(Data section)
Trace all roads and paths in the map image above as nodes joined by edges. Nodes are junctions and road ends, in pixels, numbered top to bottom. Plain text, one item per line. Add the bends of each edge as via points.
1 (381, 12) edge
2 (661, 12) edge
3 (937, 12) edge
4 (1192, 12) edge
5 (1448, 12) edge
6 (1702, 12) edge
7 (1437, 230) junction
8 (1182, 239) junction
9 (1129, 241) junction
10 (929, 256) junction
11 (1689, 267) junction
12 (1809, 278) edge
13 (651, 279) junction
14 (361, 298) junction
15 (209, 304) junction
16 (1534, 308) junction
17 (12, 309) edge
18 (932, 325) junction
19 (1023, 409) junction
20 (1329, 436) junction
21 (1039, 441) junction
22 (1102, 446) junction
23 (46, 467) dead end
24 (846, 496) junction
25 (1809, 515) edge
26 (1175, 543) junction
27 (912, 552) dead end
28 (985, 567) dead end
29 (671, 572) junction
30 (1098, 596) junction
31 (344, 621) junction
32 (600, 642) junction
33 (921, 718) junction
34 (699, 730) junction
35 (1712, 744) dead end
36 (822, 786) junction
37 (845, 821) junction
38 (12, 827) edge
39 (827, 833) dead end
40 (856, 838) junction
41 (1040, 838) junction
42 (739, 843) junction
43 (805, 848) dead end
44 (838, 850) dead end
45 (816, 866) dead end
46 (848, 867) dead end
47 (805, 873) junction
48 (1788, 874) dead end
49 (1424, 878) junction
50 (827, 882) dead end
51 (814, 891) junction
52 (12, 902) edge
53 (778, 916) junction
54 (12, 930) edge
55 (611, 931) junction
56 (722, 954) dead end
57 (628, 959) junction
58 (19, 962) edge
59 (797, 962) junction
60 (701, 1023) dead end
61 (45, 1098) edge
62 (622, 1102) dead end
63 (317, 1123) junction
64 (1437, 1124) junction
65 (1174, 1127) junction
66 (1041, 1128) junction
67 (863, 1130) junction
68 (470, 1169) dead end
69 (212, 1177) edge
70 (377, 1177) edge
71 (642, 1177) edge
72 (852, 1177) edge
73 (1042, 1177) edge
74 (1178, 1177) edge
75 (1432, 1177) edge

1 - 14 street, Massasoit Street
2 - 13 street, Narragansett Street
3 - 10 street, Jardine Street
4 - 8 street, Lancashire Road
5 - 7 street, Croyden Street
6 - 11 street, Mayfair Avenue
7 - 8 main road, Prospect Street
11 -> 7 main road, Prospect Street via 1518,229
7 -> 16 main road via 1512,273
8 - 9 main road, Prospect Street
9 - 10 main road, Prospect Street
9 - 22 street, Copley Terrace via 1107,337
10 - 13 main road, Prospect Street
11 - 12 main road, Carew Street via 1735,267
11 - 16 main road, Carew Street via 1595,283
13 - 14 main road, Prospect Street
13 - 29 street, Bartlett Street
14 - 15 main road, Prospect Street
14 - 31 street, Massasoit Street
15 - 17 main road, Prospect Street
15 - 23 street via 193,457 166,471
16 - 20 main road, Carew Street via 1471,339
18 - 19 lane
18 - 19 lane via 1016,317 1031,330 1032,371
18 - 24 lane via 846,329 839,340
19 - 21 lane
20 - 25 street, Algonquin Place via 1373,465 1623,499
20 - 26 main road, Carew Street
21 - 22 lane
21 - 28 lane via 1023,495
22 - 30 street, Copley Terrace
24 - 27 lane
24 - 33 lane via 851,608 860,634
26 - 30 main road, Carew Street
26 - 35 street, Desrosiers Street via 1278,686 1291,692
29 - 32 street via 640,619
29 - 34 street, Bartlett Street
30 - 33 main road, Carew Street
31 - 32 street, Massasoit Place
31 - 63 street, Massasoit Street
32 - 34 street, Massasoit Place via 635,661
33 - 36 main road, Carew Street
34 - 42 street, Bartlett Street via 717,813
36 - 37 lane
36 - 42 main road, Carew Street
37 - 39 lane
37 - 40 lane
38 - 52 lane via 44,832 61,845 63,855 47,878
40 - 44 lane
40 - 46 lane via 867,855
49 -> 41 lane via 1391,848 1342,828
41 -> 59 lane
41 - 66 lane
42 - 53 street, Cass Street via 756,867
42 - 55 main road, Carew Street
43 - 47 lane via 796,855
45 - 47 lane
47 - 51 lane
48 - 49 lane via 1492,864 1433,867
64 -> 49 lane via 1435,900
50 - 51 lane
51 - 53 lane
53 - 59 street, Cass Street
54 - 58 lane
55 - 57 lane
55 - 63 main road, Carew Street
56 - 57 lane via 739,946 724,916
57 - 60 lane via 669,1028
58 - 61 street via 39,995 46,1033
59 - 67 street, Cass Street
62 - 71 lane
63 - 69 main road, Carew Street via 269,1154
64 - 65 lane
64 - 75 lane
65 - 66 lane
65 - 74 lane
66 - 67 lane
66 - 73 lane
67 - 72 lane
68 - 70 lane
(End Data section)
What you need to do: Produce an exact copy of the entries above.

Answer:
Trace all roads and paths in the map image above as nodes joined by edges. Nodes are junctions and road ends, in pixels, numbered top to bottom. Plain text, one item per line. Add the bends of each edge as via points.
1 (381, 12) edge
2 (661, 12) edge
3 (937, 12) edge
4 (1192, 12) edge
5 (1448, 12) edge
6 (1702, 12) edge
7 (1437, 230) junction
8 (1182, 239) junction
9 (1129, 241) junction
10 (929, 256) junction
11 (1689, 267) junction
12 (1809, 278) edge
13 (651, 279) junction
14 (361, 298) junction
15 (209, 304) junction
16 (1534, 308) junction
17 (12, 309) edge
18 (932, 325) junction
19 (1023, 409) junction
20 (1329, 436) junction
21 (1039, 441) junction
22 (1102, 446) junction
23 (46, 467) dead end
24 (846, 496) junction
25 (1809, 515) edge
26 (1175, 543) junction
27 (912, 552) dead end
28 (985, 567) dead end
29 (671, 572) junction
30 (1098, 596) junction
31 (344, 621) junction
32 (600, 642) junction
33 (921, 718) junction
34 (699, 730) junction
35 (1712, 744) dead end
36 (822, 786) junction
37 (845, 821) junction
38 (12, 827) edge
39 (827, 833) dead end
40 (856, 838) junction
41 (1040, 838) junction
42 (739, 843) junction
43 (805, 848) dead end
44 (838, 850) dead end
45 (816, 866) dead end
46 (848, 867) dead end
47 (805, 873) junction
48 (1788, 874) dead end
49 (1424, 878) junction
50 (827, 882) dead end
51 (814, 891) junction
52 (12, 902) edge
53 (778, 916) junction
54 (12, 930) edge
55 (611, 931) junction
56 (722, 954) dead end
57 (628, 959) junction
58 (19, 962) edge
59 (797, 962) junction
60 (701, 1023) dead end
61 (45, 1098) edge
62 (622, 1102) dead end
63 (317, 1123) junction
64 (1437, 1124) junction
65 (1174, 1127) junction
66 (1041, 1128) junction
67 (863, 1130) junction
68 (470, 1169) dead end
69 (212, 1177) edge
70 (377, 1177) edge
71 (642, 1177) edge
72 (852, 1177) edge
73 (1042, 1177) edge
74 (1178, 1177) edge
75 (1432, 1177) edge

1 - 14 street, Massasoit Street
2 - 13 street, Narragansett Street
3 - 10 street, Jardine Street
4 - 8 street, Lancashire Road
5 - 7 street, Croyden Street
6 - 11 street, Mayfair Avenue
7 - 8 main road, Prospect Street
11 -> 7 main road, Prospect Street via 1518,229
7 -> 16 main road via 1512,273
8 - 9 main road, Prospect Street
9 - 10 main road, Prospect Street
9 - 22 street, Copley Terrace via 1107,337
10 - 13 main road, Prospect Street
11 - 12 main road, Carew Street via 1735,267
11 - 16 main road, Carew Street via 1595,283
13 - 14 main road, Prospect Street
13 - 29 street, Bartlett Street
14 - 15 main road, Prospect Street
14 - 31 street, Massasoit Street
15 - 17 main road, Prospect Street
15 - 23 street via 193,457 166,471
16 - 20 main road, Carew Street via 1471,339
18 - 19 lane
18 - 19 lane via 1016,317 1031,330 1032,371
18 - 24 lane via 846,329 839,340
19 - 21 lane
20 - 25 street, Algonquin Place via 1373,465 1623,499
20 - 26 main road, Carew Street
21 - 22 lane
21 - 28 lane via 1023,495
22 - 30 street, Copley Terrace
24 - 27 lane
24 - 33 lane via 851,608 860,634
26 - 30 main road, Carew Street
26 - 35 street, Desrosiers Street via 1278,686 1291,692
29 - 32 street via 640,619
29 - 34 street, Bartlett Street
30 - 33 main road, Carew Street
31 - 32 street, Massasoit Place
31 - 63 street, Massasoit Street
32 - 34 street, Massasoit Place via 635,661
33 - 36 main road, Carew Street
34 - 42 street, Bartlett Street via 717,813
36 - 37 lane
36 - 42 main road, Carew Street
37 - 39 lane
37 - 40 lane
38 - 52 lane via 44,832 61,845 63,855 47,878
40 - 44 lane
40 - 46 lane via 867,855
49 -> 41 lane via 1391,848 1342,828
41 -> 59 lane
41 - 66 lane
42 - 53 street, Cass Street via 756,867
42 - 55 main road, Carew Street
43 - 47 lane via 796,855
45 - 47 lane
47 - 51 lane
48 - 49 lane via 1492,864 1433,867
64 -> 49 lane via 1435,900
50 - 51 lane
51 - 53 lane
53 - 59 street, Cass Street
54 - 58 lane
55 - 57 lane
55 - 63 main road, Carew Street
56 - 57 lane via 739,946 724,916
57 - 60 lane via 669,1028
58 - 61 street via 39,995 46,1033
59 - 67 street, Cass Street
62 - 71 lane
63 - 69 main road, Carew Street via 269,1154
64 - 65 lane
64 - 75 lane
65 - 66 lane
65 - 74 lane
66 - 67 lane
66 - 73 lane
67 - 72 lane
68 - 70 lane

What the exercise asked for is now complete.